▸ **WORK INSTRUCTIONS**
Reproduce the data that follows in its entirety, character for character.

#### RECORDS SUPPLIED ####

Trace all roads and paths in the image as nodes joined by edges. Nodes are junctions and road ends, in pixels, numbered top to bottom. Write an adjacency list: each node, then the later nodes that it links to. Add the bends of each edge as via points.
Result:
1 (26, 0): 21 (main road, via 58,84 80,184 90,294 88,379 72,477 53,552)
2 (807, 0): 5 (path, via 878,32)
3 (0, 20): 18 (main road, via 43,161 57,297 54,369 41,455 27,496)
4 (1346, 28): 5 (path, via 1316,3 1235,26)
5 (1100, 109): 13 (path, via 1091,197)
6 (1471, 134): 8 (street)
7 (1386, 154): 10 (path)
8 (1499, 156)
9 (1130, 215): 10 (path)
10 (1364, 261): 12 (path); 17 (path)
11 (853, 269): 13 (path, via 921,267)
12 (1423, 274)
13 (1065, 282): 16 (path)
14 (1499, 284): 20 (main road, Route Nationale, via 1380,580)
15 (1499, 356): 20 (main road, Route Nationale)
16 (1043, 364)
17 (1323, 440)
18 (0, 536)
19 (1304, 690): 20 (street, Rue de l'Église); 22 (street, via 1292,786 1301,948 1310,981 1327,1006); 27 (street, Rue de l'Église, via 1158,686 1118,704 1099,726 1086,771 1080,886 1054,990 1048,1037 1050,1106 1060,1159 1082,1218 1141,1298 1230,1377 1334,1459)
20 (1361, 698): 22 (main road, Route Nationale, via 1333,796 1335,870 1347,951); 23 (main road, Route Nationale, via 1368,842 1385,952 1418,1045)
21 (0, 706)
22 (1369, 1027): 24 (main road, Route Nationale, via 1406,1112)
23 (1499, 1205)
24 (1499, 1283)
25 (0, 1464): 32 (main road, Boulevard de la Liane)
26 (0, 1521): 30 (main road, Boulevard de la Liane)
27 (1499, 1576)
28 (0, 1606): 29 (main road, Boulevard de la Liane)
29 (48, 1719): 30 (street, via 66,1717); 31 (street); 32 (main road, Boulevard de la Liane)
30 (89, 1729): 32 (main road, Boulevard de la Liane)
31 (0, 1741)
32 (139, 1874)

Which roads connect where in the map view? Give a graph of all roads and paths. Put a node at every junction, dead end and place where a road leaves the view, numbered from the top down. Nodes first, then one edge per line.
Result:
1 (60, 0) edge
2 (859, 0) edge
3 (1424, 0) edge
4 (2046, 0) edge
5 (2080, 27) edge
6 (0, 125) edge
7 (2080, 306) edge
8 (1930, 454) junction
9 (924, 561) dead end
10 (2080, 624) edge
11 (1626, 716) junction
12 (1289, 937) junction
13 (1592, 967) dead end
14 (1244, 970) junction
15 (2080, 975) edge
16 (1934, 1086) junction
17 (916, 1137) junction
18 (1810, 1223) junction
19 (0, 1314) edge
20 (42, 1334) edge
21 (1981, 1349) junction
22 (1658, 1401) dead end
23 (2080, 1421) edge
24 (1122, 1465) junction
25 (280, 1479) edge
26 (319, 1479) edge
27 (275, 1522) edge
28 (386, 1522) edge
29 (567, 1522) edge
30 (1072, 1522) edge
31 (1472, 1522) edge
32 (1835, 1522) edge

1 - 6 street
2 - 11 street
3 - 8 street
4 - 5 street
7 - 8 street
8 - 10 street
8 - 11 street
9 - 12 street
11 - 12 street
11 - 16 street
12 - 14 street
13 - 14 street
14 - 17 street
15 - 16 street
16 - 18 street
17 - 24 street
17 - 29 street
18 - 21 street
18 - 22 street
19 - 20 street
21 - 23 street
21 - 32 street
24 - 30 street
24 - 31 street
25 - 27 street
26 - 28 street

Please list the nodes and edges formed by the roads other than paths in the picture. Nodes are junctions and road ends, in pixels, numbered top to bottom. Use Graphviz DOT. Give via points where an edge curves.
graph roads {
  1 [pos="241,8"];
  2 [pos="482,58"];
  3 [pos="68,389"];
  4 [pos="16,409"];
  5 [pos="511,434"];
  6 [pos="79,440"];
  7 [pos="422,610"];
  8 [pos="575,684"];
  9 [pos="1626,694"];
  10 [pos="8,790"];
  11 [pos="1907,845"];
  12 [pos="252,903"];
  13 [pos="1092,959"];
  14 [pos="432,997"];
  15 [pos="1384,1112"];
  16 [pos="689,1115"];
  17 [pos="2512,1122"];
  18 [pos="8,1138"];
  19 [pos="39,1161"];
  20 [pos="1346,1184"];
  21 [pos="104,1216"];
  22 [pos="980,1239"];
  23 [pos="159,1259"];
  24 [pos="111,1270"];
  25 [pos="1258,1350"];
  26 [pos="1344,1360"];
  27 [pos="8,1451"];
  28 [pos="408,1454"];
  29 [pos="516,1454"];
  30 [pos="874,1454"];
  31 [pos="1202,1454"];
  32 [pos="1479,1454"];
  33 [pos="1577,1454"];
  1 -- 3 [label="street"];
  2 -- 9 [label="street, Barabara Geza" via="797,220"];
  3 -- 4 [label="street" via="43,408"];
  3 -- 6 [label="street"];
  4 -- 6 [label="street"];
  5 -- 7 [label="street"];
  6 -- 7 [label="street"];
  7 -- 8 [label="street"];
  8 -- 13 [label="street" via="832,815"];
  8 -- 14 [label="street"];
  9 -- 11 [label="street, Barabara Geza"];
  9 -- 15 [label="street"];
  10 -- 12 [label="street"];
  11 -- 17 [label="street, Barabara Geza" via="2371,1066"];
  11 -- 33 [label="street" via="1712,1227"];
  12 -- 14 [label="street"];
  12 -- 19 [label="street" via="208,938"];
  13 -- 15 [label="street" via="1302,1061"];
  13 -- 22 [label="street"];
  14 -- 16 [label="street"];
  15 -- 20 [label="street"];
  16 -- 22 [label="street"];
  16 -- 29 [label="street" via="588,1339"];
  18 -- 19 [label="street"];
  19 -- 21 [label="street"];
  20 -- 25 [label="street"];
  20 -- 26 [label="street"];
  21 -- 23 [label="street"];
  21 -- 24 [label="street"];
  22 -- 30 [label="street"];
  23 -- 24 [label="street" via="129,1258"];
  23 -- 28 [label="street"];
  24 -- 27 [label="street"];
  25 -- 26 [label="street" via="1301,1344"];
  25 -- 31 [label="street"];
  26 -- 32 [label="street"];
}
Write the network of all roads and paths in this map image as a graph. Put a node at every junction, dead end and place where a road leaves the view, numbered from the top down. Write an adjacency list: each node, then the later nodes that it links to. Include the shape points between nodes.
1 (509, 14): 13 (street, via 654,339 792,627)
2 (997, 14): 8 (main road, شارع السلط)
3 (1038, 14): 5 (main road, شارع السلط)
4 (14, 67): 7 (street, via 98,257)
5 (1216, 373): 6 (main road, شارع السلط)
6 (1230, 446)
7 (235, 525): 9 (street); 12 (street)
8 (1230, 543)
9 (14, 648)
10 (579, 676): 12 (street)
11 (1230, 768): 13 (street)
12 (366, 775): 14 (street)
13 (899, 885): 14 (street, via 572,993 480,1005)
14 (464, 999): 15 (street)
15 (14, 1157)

####

▸ **EXERCISE RESPONSE**
Trace all roads and paths in the image as nodes joined by edges. Nodes are junctions and road ends, in pixels, numbered top to bottom. Write an adjacency list: each node, then the later nodes that it links to. Add the bends of each edge as via points.
Result:
1 (26, 0): 21 (main road, via 58,84 80,184 90,294 88,379 72,477 53,552)
2 (807, 0): 5 (path, via 878,32)
3 (0, 20): 18 (main road, via 43,161 57,297 54,369 41,455 27,496)
4 (1346, 28): 5 (path, via 1316,3 1235,26)
5 (1100, 109): 13 (path, via 1091,197)
6 (1471, 134): 8 (street)
7 (1386, 154): 10 (path)
8 (1499, 156)
9 (1130, 215): 10 (path)
10 (1364, 261): 12 (path); 17 (path)
11 (853, 269): 13 (path, via 921,267)
12 (1423, 274)
13 (1065, 282): 16 (path)
14 (1499, 284): 20 (main road, Route Nationale, via 1380,580)
15 (1499, 356): 20 (main road, Route Nationale)
16 (1043, 364)
17 (1323, 440)
18 (0, 536)
19 (1304, 690): 20 (street, Rue de l'Église); 22 (street, via 1292,786 1301,948 1310,981 1327,1006); 27 (street, Rue de l'Église, via 1158,686 1118,704 1099,726 1086,771 1080,886 1054,990 1048,1037 1050,1106 1060,1159 1082,1218 1141,1298 1230,1377 1334,1459)
20 (1361, 698): 22 (main road, Route Nationale, via 1333,796 1335,870 1347,951); 23 (main road, Route Nationale, via 1368,842 1385,952 1418,1045)
21 (0, 706)
22 (1369, 1027): 24 (main road, Route Nationale, via 1406,1112)
23 (1499, 1205)
24 (1499, 1283)
25 (0, 1464): 32 (main road, Boulevard de la Liane)
26 (0, 1521): 30 (main road, Boulevard de la Liane)
27 (1499, 1576)
28 (0, 1606): 29 (main road, Boulevard de la Liane)
29 (48, 1719): 30 (street, via 66,1717); 31 (street); 32 (main road, Boulevard de la Liane)
30 (89, 1729): 32 (main road, Boulevard de la Liane)
31 (0, 1741)
32 (139, 1874)

Which roads connect where in the map view? Give a graph of all roads and paths. Put a node at every junction, dead end and place where a road leaves the view, numbered from the top down. Nodes first, then one edge per line.
Result:
1 (60, 0) edge
2 (859, 0) edge
3 (1424, 0) edge
4 (2046, 0) edge
5 (2080, 27) edge
6 (0, 125) edge
7 (2080, 306) edge
8 (1930, 454) junction
9 (924, 561) dead end
10 (2080, 624) edge
11 (1626, 716) junction
12 (1289, 937) junction
13 (1592, 967) dead end
14 (1244, 970) junction
15 (2080, 975) edge
16 (1934, 1086) junction
17 (916, 1137) junction
18 (1810, 1223) junction
19 (0, 1314) edge
20 (42, 1334) edge
21 (1981, 1349) junction
22 (1658, 1401) dead end
23 (2080, 1421) edge
24 (1122, 1465) junction
25 (280, 1479) edge
26 (319, 1479) edge
27 (275, 1522) edge
28 (386, 1522) edge
29 (567, 1522) edge
30 (1072, 1522) edge
31 (1472, 1522) edge
32 (1835, 1522) edge

1 - 6 street
2 - 11 street
3 - 8 street
4 - 5 street
7 - 8 street
8 - 10 street
8 - 11 street
9 - 12 street
11 - 12 street
11 - 16 street
12 - 14 street
13 - 14 street
14 - 17 street
15 - 16 street
16 - 18 street
17 - 24 street
17 - 29 street
18 - 21 street
18 - 22 street
19 - 20 street
21 - 23 street
21 - 32 street
24 - 30 street
24 - 31 street
25 - 27 street
26 - 28 street

Please list the nodes and edges formed by the roads other than paths in the picture. Nodes are junctions and road ends, in pixels, numbered top to bottom. Use Graphviz DOT. Give via points where an edge curves.
graph roads {
  1 [pos="241,8"];
  2 [pos="482,58"];
  3 [pos="68,389"];
  4 [pos="16,409"];
  5 [pos="511,434"];
  6 [pos="79,440"];
  7 [pos="422,610"];
  8 [pos="575,684"];
  9 [pos="1626,694"];
  10 [pos="8,790"];
  11 [pos="1907,845"];
  12 [pos="252,903"];
  13 [pos="1092,959"];
  14 [pos="432,997"];
  15 [pos="1384,1112"];
  16 [pos="689,1115"];
  17 [pos="2512,1122"];
  18 [pos="8,1138"];
  19 [pos="39,1161"];
  20 [pos="1346,1184"];
  21 [pos="104,1216"];
  22 [pos="980,1239"];
  23 [pos="159,1259"];
  24 [pos="111,1270"];
  25 [pos="1258,1350"];
  26 [pos="1344,1360"];
  27 [pos="8,1451"];
  28 [pos="408,1454"];
  29 [pos="516,1454"];
  30 [pos="874,1454"];
  31 [pos="1202,1454"];
  32 [pos="1479,1454"];
  33 [pos="1577,1454"];
  1 -- 3 [label="street"];
  2 -- 9 [label="street, Barabara Geza" via="797,220"];
  3 -- 4 [label="street" via="43,408"];
  3 -- 6 [label="street"];
  4 -- 6 [label="street"];
  5 -- 7 [label="street"];
  6 -- 7 [label="street"];
  7 -- 8 [label="street"];
  8 -- 13 [label="street" via="832,815"];
  8 -- 14 [label="street"];
  9 -- 11 [label="street, Barabara Geza"];
  9 -- 15 [label="street"];
  10 -- 12 [label="street"];
  11 -- 17 [label="street, Barabara Geza" via="2371,1066"];
  11 -- 33 [label="street" via="1712,1227"];
  12 -- 14 [label="street"];
  12 -- 19 [label="street" via="208,938"];
  13 -- 15 [label="street" via="1302,1061"];
  13 -- 22 [label="street"];
  14 -- 16 [label="street"];
  15 -- 20 [label="street"];
  16 -- 22 [label="street"];
  16 -- 29 [label="street" via="588,1339"];
  18 -- 19 [label="street"];
  19 -- 21 [label="street"];
  20 -- 25 [label="street"];
  20 -- 26 [label="street"];
  21 -- 23 [label="street"];
  21 -- 24 [label="street"];
  22 -- 30 [label="street"];
  23 -- 24 [label="street" via="129,1258"];
  23 -- 28 [label="street"];
  24 -- 27 [label="street"];
  25 -- 26 [label="street" via="1301,1344"];
  25 -- 31 [label="street"];
  26 -- 32 [label="street"];
}
Write the network of all roads and paths in this map image as a graph. Put a node at every junction, dead end and place where a road leaves the view, numbered from the top down. Write an adjacency list: each node, then the later nodes that it links to. Include the shape points between nodes.
1 (509, 14): 13 (street, via 654,339 792,627)
2 (997, 14): 8 (main road, شارع السلط)
3 (1038, 14): 5 (main road, شارع السلط)
4 (14, 67): 7 (street, via 98,257)
5 (1216, 373): 6 (main road, شارع السلط)
6 (1230, 446)
7 (235, 525): 9 (street); 12 (street)
8 (1230, 543)
9 (14, 648)
10 (579, 676): 12 (street)
11 (1230, 768): 13 (street)
12 (366, 775): 14 (street)
13 (899, 885): 14 (street, via 572,993 480,1005)
14 (464, 999): 15 (street)
15 (14, 1157)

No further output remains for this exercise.